Rynek pracy '2016: bezrobocie w dół, ale…

Przez ostatnie dwa lata ubywało zarejestrowanych przez Powiatowy Urząd Pracy bezrobotnych na naszym terenie. Mimo to zjawisko to wciąż jest problemem mieszkańców powiatu prudnickiego.
Na koniec 2016 r. w powiecie prudnickim, wg. danych PUP, zarejestrowanych było 2388 bezrobotnych, podczas gdy rok wcześniej było ich 2689, a w grudniu 2014 r. – 3237. Widać zatem, że choć liczby świadczą o wciąż aktualnym problemie zjawiska bezrobocia na naszym terenie, to jednak na przestrzeni minionych 2 lat sytuacja wyraźnie się poprawiła.
W strukturze bezrobocia na koniec 2016 r. lekko przeważały kobiety (53%), ponad jedną trzecią (35,3%) stanowiły osoby bez kwalifikacji zawodowych, a długotrwale bezrobotni – 60,5%. Wśród zarejestrowanych przeważają mieszkańcy miast (60,7%), względem osób zamieszkałych na wsi (39,3%). W ciągu minionego roku dość wyraźnie zwiększył się odsetek bezrobotnych posiadających prawo do zasiłku – w grudniu ub.r. było to 12,2% zarejestrowanych bezrobotnych (292 osoby), podczas, gdy na koniec 2014 r. wynosił on 9,1% (295 osób), a w grudniu 2015 tylko 8,6% (232 osoby).

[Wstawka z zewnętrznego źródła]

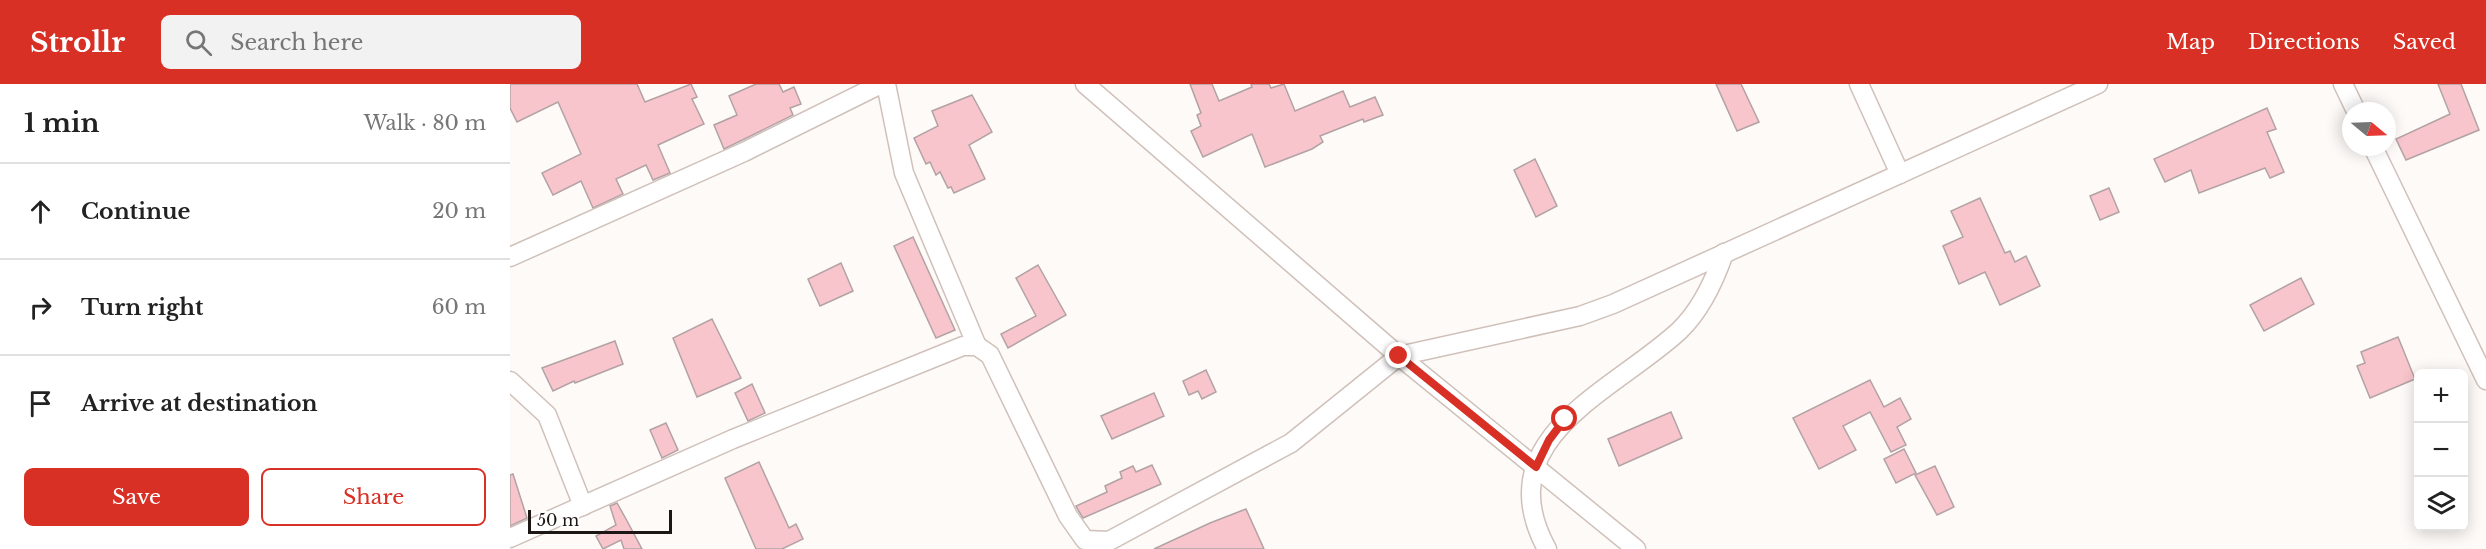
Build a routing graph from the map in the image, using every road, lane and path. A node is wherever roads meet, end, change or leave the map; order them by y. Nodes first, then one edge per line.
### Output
1 (881, 84) edge
2 (886, 84) edge
3 (1085, 84) edge
4 (1859, 84) edge
5 (2343, 84) edge
6 (2092, 85) edge
7 (2352, 102) edge
8 (2377, 156) edge
9 (1900, 174) junction
10 (1724, 253) junction
11 (510, 257) edge
12 (977, 346) junction
13 (1399, 356) junction
14 (2486, 380) edge
15 (510, 381) edge
16 (1536, 467) junction
17 (583, 506) junction
18 (510, 538) edge
19 (1547, 549) edge
20 (1636, 549) edge

1 - 11 street
2 - 12 street
3 - 13 street
4 - 9 street
5 - 7 street
6 - 9 street
8 - 14 street
9 - 10 street
10 - 13 street
10 - 16 street
12 - 13 street
12 - 17 street
13 - 16 street
15 - 17 street
16 - 19 street
16 - 20 street
17 - 18 street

Pod względem struktury wiekowej najwyższe bezrobocie panowało w grupie osób „50+”. Dodatkowo odsetek bezrobotnych powyżej 50 roku życia wzrósł z 26,8% w 2014 r, do 30,0% w grudniu 2015 i 31,2% na koniec roku 2016 (choć w liczbach bezwzględnych jest to spadek – odpowiednio z 867 do 806 i następnie 746 osób w tej grupie). Osoby do 30 roku życia stanowiły 26,7% (a rok wcześniej 28,7%). Najniższa skala zjawiska dotyczy młodzieży w wieku do 25 lat – 13,4%, podczas gdy na koniec 2015 r. – 15,1%, a w grudniu 2014 – 17,9% – widać zatem spadający poziom bezrobocia wśród osób młodych.
Sytuacja na lokalnym rynku pracy w Prudniku i okolicach pozostaje mimo to trudna. Duże nadzieje wiązane są z deklaracjami amerykańskiej firmy Henniges Automotive, która miałaby zatrudnić w swoim prudnickim zakładzie docelowo nawet 500 osób. Na razie, po uruchomieniu tutejszego oddziału we wrześniu 2016, r., pracę w nim znalazło ponad 50 osób.
Do tematu rynku pracy powrócimy w kolejnym wydaniu Gazety Prudnik24.